• **Your task**
Return each line of the entries that mentions the word "than".

Material shown START

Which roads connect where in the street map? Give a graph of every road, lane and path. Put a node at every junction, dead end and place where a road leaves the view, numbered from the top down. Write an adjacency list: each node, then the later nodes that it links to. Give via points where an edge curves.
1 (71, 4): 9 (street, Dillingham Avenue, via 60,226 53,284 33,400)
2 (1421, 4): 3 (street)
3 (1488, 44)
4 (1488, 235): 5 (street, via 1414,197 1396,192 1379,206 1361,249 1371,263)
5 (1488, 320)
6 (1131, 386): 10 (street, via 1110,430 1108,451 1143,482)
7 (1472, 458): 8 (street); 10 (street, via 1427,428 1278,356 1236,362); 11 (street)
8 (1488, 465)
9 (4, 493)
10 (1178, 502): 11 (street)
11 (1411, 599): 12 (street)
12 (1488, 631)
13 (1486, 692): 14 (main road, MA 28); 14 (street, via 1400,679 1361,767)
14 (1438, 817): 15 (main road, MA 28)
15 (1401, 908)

Material shown END
Material shown START

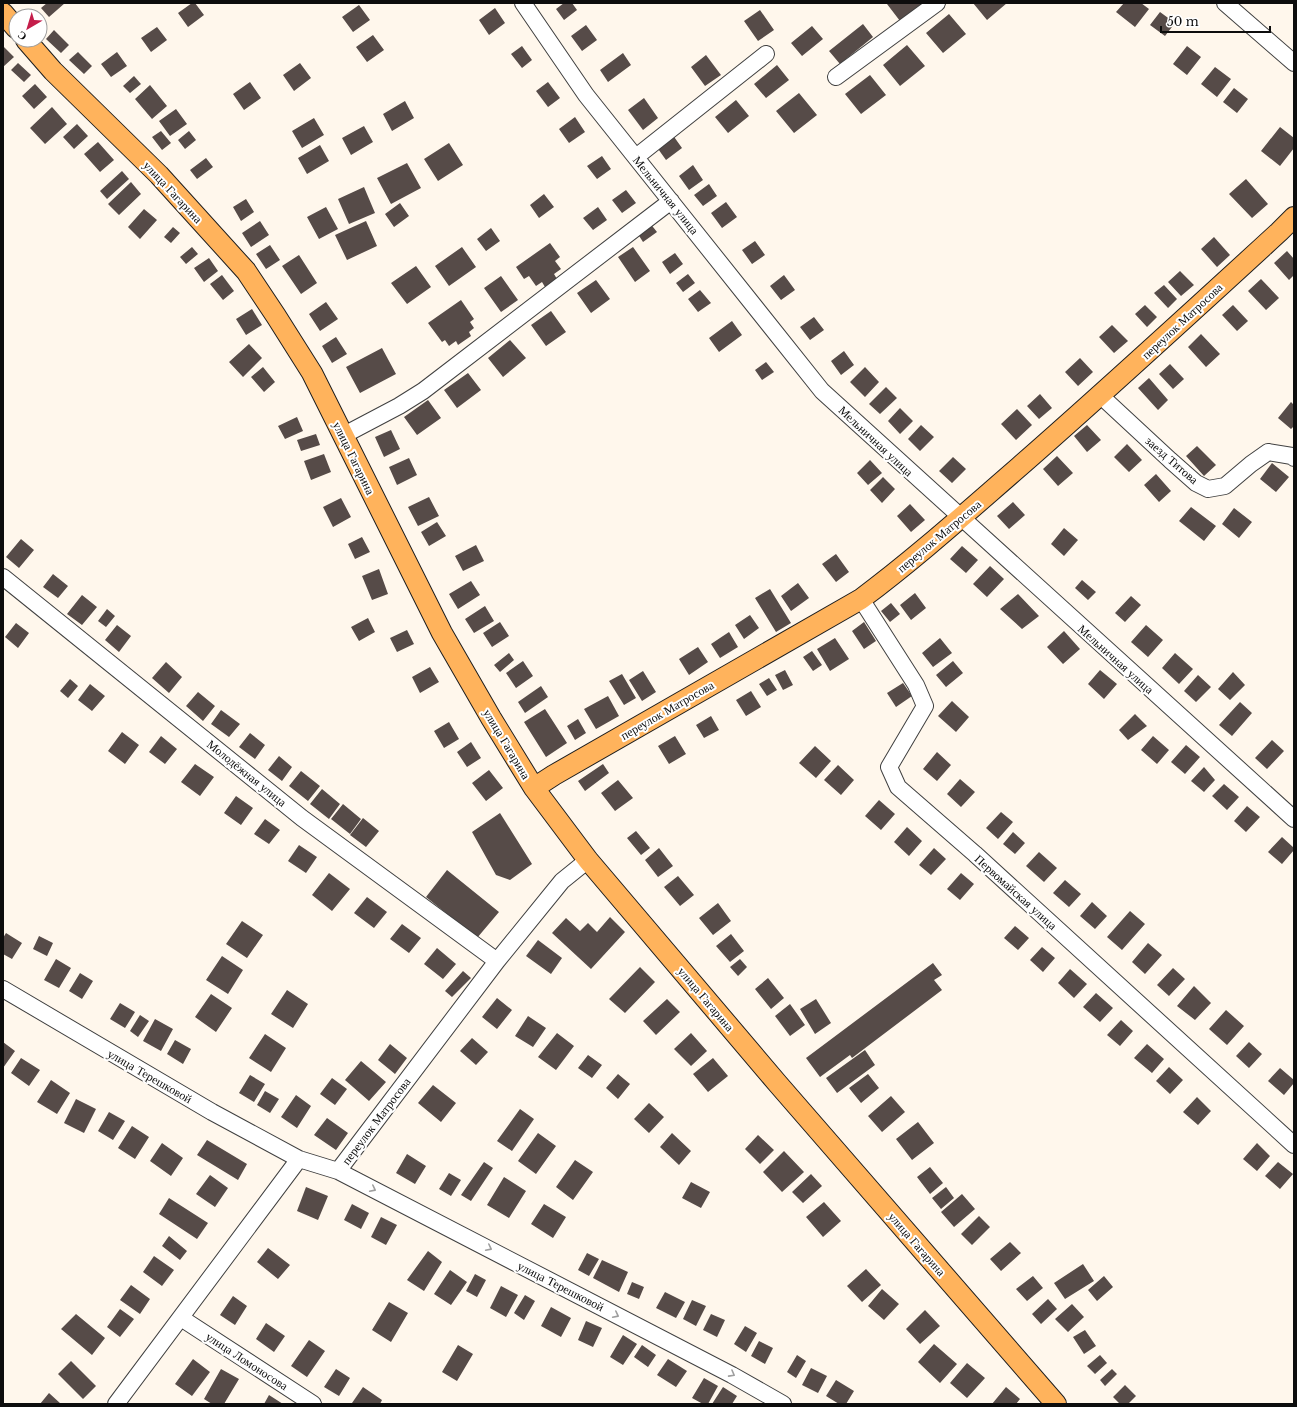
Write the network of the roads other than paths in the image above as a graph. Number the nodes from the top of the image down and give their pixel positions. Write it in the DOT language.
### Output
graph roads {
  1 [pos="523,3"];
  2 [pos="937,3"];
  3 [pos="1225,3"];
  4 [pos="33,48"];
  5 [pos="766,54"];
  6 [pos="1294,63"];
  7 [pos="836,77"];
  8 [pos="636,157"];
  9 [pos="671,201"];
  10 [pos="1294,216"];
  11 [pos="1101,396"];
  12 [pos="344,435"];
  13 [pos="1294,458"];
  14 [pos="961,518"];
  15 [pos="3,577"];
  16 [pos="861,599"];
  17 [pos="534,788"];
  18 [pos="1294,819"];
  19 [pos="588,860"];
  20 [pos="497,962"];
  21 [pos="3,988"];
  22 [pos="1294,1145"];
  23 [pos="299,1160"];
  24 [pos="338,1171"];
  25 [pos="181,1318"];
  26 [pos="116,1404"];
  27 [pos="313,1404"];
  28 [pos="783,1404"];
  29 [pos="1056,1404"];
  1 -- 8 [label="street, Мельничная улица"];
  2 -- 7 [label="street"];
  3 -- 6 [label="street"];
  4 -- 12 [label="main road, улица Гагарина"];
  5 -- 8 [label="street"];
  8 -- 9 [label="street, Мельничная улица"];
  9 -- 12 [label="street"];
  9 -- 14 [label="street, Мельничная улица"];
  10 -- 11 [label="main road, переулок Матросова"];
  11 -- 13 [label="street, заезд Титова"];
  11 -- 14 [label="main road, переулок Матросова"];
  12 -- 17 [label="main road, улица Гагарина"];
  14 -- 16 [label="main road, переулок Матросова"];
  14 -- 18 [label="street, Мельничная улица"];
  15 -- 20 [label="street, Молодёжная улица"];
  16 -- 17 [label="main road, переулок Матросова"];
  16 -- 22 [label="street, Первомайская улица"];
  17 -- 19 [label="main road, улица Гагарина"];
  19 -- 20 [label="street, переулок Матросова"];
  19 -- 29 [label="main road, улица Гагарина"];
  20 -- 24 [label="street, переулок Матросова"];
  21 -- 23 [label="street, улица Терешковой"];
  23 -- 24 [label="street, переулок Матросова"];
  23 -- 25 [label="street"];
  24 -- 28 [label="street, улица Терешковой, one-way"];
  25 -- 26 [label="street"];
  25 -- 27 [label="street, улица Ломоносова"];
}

Material shown END
Material shown START

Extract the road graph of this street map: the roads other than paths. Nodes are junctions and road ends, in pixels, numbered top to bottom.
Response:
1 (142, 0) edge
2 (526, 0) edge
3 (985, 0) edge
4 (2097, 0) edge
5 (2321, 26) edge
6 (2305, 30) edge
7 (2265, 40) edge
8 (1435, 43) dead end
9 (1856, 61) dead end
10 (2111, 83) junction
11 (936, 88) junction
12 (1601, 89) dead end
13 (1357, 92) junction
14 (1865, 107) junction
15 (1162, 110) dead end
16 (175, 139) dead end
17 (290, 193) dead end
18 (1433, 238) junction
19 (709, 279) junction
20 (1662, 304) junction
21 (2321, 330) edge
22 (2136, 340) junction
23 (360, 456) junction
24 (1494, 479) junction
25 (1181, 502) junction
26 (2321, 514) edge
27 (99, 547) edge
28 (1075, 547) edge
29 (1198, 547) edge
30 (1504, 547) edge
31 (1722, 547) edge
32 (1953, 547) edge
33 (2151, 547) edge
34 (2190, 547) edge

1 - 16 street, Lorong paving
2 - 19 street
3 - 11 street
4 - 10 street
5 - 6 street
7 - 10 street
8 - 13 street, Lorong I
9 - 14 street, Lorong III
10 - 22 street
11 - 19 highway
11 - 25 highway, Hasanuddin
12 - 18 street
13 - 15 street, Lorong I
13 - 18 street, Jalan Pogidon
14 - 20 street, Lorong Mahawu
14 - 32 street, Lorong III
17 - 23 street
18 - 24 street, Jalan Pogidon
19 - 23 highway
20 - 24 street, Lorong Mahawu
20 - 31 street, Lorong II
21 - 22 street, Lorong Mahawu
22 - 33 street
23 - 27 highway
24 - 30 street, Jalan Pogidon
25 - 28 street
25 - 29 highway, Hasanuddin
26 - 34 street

Material shown END

• **Answer to this problem**
Write the network of the roads other than paths in the image above as a graph. Number the nodes from the top of the image down and give their pixel positions. Write it in the DOT language.
Extract the road graph of this street map: the roads other than paths. Nodes are junctions and road ends, in pixels, numbered top to bottom.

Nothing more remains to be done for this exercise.